» **Aim of the exercise**
A faithful copy of the data is what is wanted, minus any pictures.

» **Saved entries**
=== Section Start ===
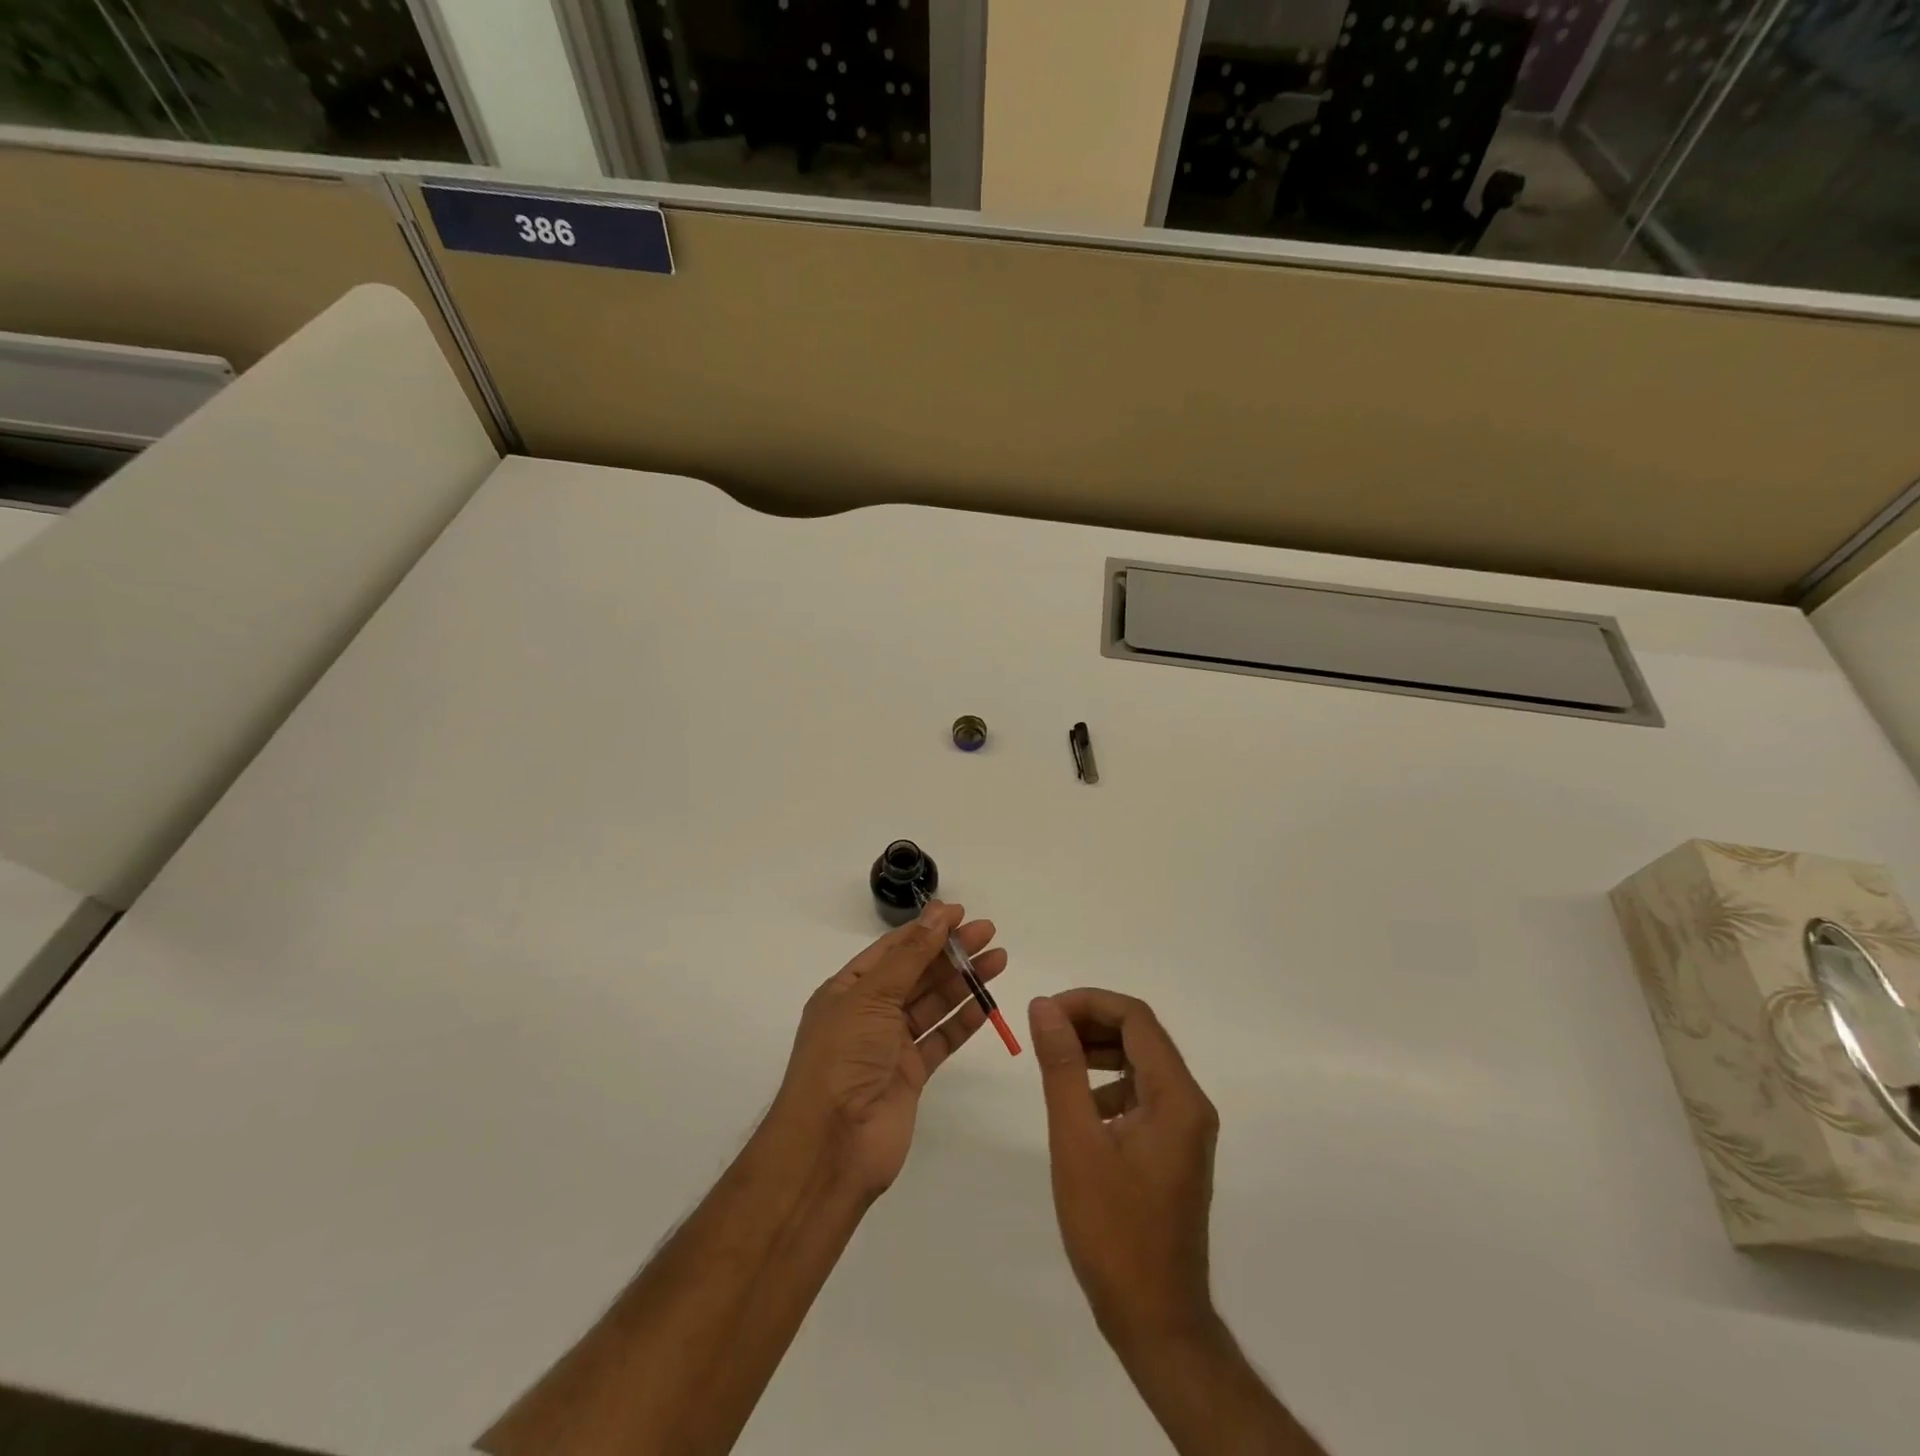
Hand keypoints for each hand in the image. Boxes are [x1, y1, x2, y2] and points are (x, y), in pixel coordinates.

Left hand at [774, 901, 1006, 1198]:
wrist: (832, 1144)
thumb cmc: (843, 1058)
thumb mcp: (872, 996)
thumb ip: (910, 956)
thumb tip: (937, 914)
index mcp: (848, 990)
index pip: (892, 950)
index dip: (926, 929)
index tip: (960, 913)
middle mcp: (868, 1014)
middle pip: (916, 974)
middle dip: (951, 952)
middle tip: (989, 933)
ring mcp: (890, 1046)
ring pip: (933, 1004)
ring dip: (964, 982)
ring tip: (999, 960)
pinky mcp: (911, 1075)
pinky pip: (941, 1039)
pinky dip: (963, 1021)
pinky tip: (988, 1004)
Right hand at [1029, 989, 1219, 1350]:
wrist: (1155, 1320)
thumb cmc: (1113, 1231)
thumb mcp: (1077, 1141)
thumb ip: (1062, 1067)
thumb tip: (1044, 1007)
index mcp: (1176, 1096)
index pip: (1136, 1019)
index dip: (1088, 1003)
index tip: (1044, 1013)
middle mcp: (1190, 1103)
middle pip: (1141, 1036)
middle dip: (1091, 1023)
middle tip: (1043, 1031)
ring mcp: (1185, 1128)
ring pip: (1140, 1063)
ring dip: (1098, 1051)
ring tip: (1054, 1061)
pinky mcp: (1173, 1148)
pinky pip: (1142, 1094)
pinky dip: (1108, 1084)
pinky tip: (1078, 1107)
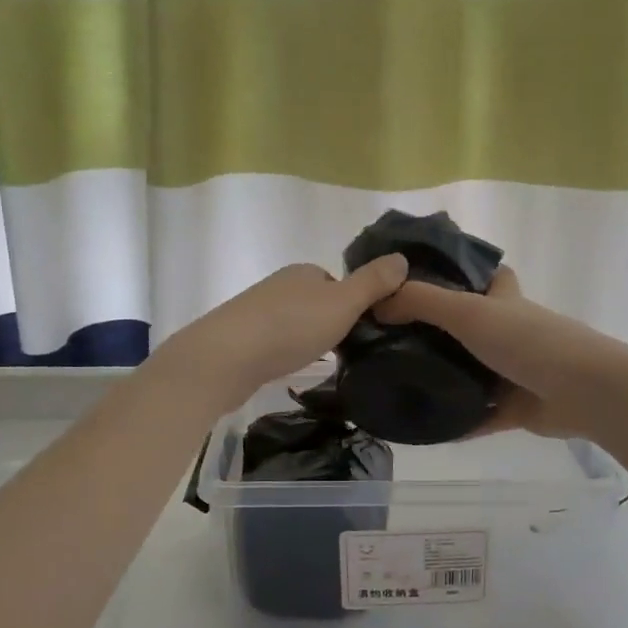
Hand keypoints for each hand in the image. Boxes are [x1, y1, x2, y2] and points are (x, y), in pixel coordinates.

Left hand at [154, 256, 409, 409]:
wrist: (225, 358)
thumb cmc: (290, 327)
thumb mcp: (342, 303)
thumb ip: (373, 283)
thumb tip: (402, 258)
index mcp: (304, 272)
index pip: (338, 283)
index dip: (354, 304)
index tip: (366, 331)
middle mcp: (279, 285)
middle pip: (316, 302)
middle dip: (330, 323)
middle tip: (347, 352)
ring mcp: (256, 311)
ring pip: (294, 323)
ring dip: (307, 339)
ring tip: (321, 364)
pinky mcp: (240, 339)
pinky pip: (274, 342)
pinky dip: (286, 352)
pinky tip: (289, 369)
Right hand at [372, 267, 627, 439]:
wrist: (584, 391)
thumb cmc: (527, 340)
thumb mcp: (468, 312)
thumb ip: (421, 303)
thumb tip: (377, 304)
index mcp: (503, 300)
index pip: (483, 275)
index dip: (458, 273)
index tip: (419, 282)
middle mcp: (509, 331)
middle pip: (469, 326)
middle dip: (436, 331)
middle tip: (390, 339)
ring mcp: (513, 370)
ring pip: (471, 371)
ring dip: (442, 376)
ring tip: (394, 380)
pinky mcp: (515, 407)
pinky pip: (477, 415)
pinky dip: (455, 421)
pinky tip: (421, 426)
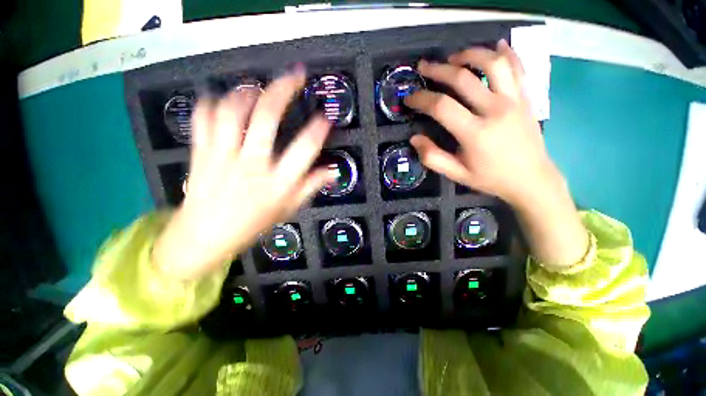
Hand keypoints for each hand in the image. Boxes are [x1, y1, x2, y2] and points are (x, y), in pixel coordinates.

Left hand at [153, 66, 333, 279]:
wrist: (204, 236)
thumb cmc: (252, 224)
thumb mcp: (288, 209)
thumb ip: (311, 187)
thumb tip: (333, 171)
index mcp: (276, 184)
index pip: (303, 151)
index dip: (318, 130)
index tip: (326, 117)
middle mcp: (251, 165)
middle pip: (265, 118)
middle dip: (283, 90)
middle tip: (295, 76)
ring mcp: (222, 156)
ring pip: (231, 111)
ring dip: (247, 92)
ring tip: (259, 87)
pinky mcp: (200, 153)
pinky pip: (201, 118)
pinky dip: (211, 102)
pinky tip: (222, 98)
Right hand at [405, 39, 553, 206]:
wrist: (531, 179)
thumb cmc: (490, 178)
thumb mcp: (456, 174)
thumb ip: (433, 158)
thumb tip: (414, 139)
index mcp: (475, 133)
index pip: (442, 106)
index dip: (421, 99)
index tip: (410, 97)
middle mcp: (495, 110)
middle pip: (463, 78)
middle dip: (438, 70)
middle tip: (423, 67)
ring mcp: (514, 100)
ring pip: (493, 63)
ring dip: (470, 54)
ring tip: (454, 57)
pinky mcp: (526, 97)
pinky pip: (518, 66)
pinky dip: (506, 52)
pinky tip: (496, 46)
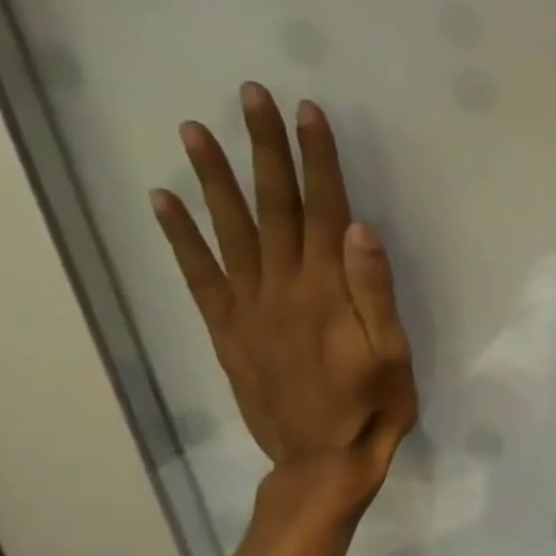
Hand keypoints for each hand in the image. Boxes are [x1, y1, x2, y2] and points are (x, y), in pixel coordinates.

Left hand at [150, 82, 417, 511]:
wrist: (323, 458)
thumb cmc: (374, 405)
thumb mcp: (392, 352)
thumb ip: (374, 290)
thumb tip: (360, 227)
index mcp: (327, 290)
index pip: (322, 210)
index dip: (316, 160)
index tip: (308, 113)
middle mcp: (281, 287)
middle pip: (274, 207)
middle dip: (265, 149)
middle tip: (251, 97)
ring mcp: (247, 307)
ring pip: (230, 231)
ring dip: (213, 178)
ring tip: (195, 130)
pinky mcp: (227, 329)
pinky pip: (199, 276)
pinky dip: (180, 237)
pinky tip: (163, 201)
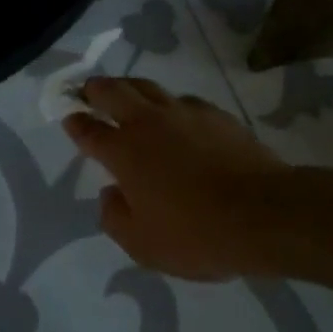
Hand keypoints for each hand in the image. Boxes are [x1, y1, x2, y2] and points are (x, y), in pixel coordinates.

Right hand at [64, 78, 287, 280]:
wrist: (263, 214)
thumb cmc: (196, 234)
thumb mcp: (143, 245)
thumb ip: (116, 217)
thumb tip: (110, 193)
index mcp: (124, 152)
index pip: (90, 130)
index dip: (75, 122)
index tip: (69, 117)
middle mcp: (149, 123)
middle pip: (113, 91)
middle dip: (95, 88)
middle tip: (87, 90)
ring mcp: (184, 113)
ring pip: (148, 86)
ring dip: (130, 87)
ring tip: (125, 93)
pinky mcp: (215, 114)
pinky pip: (183, 101)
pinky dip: (170, 105)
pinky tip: (176, 116)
=== Section End ===
» **Result below**
Hand keypoints for each hand in the image. Boxes are [x1, y1, x2, y2] and points are (x, y), in pixel coordinates.

Left hand at [774, 901, 1006, 1198]:
wrist: (832, 1144)
thumb cmc: (843, 1058)
thumb mcp: (872, 996)
thumb ip: (910, 956)
thumb tip: (937, 914)
index mcp: (848, 990)
index pip: (892, 950)
index dip: (926, 929)
index tip: (960, 913)
middle mcp: (868, 1014)
middle pip: (916, 974)
middle dip: (951, 952)
middle tip: (989, 933)
ring mcp: (890, 1046)
ring pip: (933, 1004)
ring dip: (964, 982)
ring tip: (999, 960)
pinky mcp: (911, 1075)
pinky pip: (941, 1039)
pinky dip: (963, 1021)
pinky tip: (988, 1004)
Right hand at [1029, 989, 1219, 1350]:
wrist: (1155, 1320)
thumb cmc: (1113, 1231)
thumb mcp: (1077, 1141)
thumb ip: (1062, 1067)
thumb tip: (1044, 1007)
index mcp: (1176, 1096)
index pip: (1136, 1019)
index dip: (1088, 1003)
index tip: (1044, 1013)
middle mcp: (1190, 1103)
middle pip: (1141, 1036)
middle dip: (1091, 1023)
middle tip: (1043, 1031)
ring mcp: (1185, 1128)
ring pip: (1140, 1063)
ring dip: (1098, 1051)
ring tip: (1054, 1061)
pinky mcp: (1173, 1148)
pinky pip: (1142, 1094)
pinky dip: (1108, 1084)
pinky tip: (1078, 1107)
Hand keypoints for each hand in the image. Boxes are [x1, y1, x2, y2] and points are (x, y), in pixel coordinates.

Left hand at [154, 256, 409, 409]:
wrist: (225, 358)
thumb cmc: (290, 327)
thumb mcp: (342, 303)
thumb ip: (373, 283)
thumb tip: (402, 258)
index mcp: (304, 272)
index pip: (338, 283)
index dip: (354, 304)
index tip: (366, 331)
middle mcp: (279, 285)
middle pip: (316, 302)
middle dip: (330, 323)
middle tip: (347, 352)
ring mcp: (256, 311)
ring pip: (294, 323)
ring dip: (307, 339)
ring tip: (321, 364)
pinky mcp: (240, 339)
pinky pip: (274, 342)
pinky dip: (286, 352)
pinky tip: (289, 369)
Right hand at [372, 267, 627, 439]:
wrist: (584, 391)
thumb cmc: (527, 340)
thumb mcp: (468, 312)
thumb ip: (421, 303)
thumb tip: (377, 304)
index mcp: (503, 300)
index pip: (483, 275)
index dip: (458, 273)
index tip: (419, 282)
middle mcp: (509, 331)
middle pip: (469, 326)
middle dip: (436, 331)
middle tip: (390, 339)
ring mcp: (513, 370)
ring pip: (471, 371)
ring dip: (442, 376)
ring tip: (394, 380)
pinky mcp: (515, 407)
pinky pip: (477, 415)
pinky dip: (455, 421)
pinky tip: (421, 426)
Hand keypoints for each hand in the image. Boxes are [x1, y1, x2, y2] and points are (x, y), in pixel coordinates.

Left hand at [153, 66, 333, 279]:
wrist: (204, 236)
thumb cmc: (252, 224)
thumb mcp: (288, 209)
thumb ip: (311, 187)
thumb tip: (333, 171)
index mcp: (276, 184)
index pip: (303, 151)
index dip: (318, 130)
index tip: (326, 117)
middle mcp: (251, 165)
middle pip: (265, 118)
middle dip: (283, 90)
middle tip: (295, 76)
ring mcp: (222, 156)
ring pip: (231, 111)
ring dip: (247, 92)
ring tip: (259, 87)
pinky mcp: (200, 153)
pinky pip: (201, 118)
pinky dip: (211, 102)
pinky tip: (222, 98)
Right hand at [405, 39, 553, 206]:
wrist: (531, 179)
thumb cmc: (490, 178)
thumb mcp: (456, 174)
thumb ip: (433, 158)
thumb tip: (414, 139)
index mcp: (475, 133)
index pip: (442, 106)
index dip: (421, 99)
index tip: (410, 97)
middle mcp: (495, 110)
middle pip: (463, 78)
middle dip: (438, 70)
middle tip: (423, 67)
ring mcp: (514, 100)
ring pip: (493, 63)
ring dip: (470, 54)
ring tip: (454, 57)
pinky mcp: (526, 97)
pinky pip: (518, 66)
pinky dip: (506, 52)
pinky tip: (496, 46)
Hand keypoints for each hand in the image. Boxes are [x1, y1, x2, y2] and points are (x, y), in pixel coordinates.

Left hand at [150, 82, 417, 511]:
wrist: (323, 458)
thumb cmc: (374, 405)
thumb mcp: (392, 352)
thumb ip: (374, 290)
thumb tip: (360, 227)
index mcp: (327, 290)
index pip: (322, 210)
index dip: (316, 160)
index tip: (308, 113)
middle mcp: (281, 287)
middle pip: (274, 207)
middle dip: (265, 149)
middle tip: (251, 97)
ring mcp: (247, 307)
ring pip: (230, 231)
ring dip: (213, 178)
ring tip: (195, 130)
pinky mcp: (227, 329)
pinky pip: (199, 276)
pinky dip: (180, 237)
pinky tip: (163, 201)
Hand keypoints for each hand in the image. Boxes are [x1, y1, x2, y2] and points are (x, y), in pixel coordinates.

Right hand at [64, 78, 287, 280]:
wrist: (263, 214)
thumb cmc: (196, 234)
thumb mcp: (143, 245)
thumb ip: (116, 217)
thumb tip: (110, 193)
index mcp: (124, 152)
index pip: (90, 130)
index dip: (75, 122)
index tip: (69, 117)
middle mcp: (149, 123)
middle pip: (113, 91)
middle dip: (95, 88)
middle tip: (87, 90)
ring mcp: (184, 113)
ring pip: (148, 86)
ring dip: (130, 87)
ring tip: (125, 93)
pinky mcp: (215, 114)
pinky pip: (183, 101)
pinky dip: (170, 105)
pinky tip: (176, 116)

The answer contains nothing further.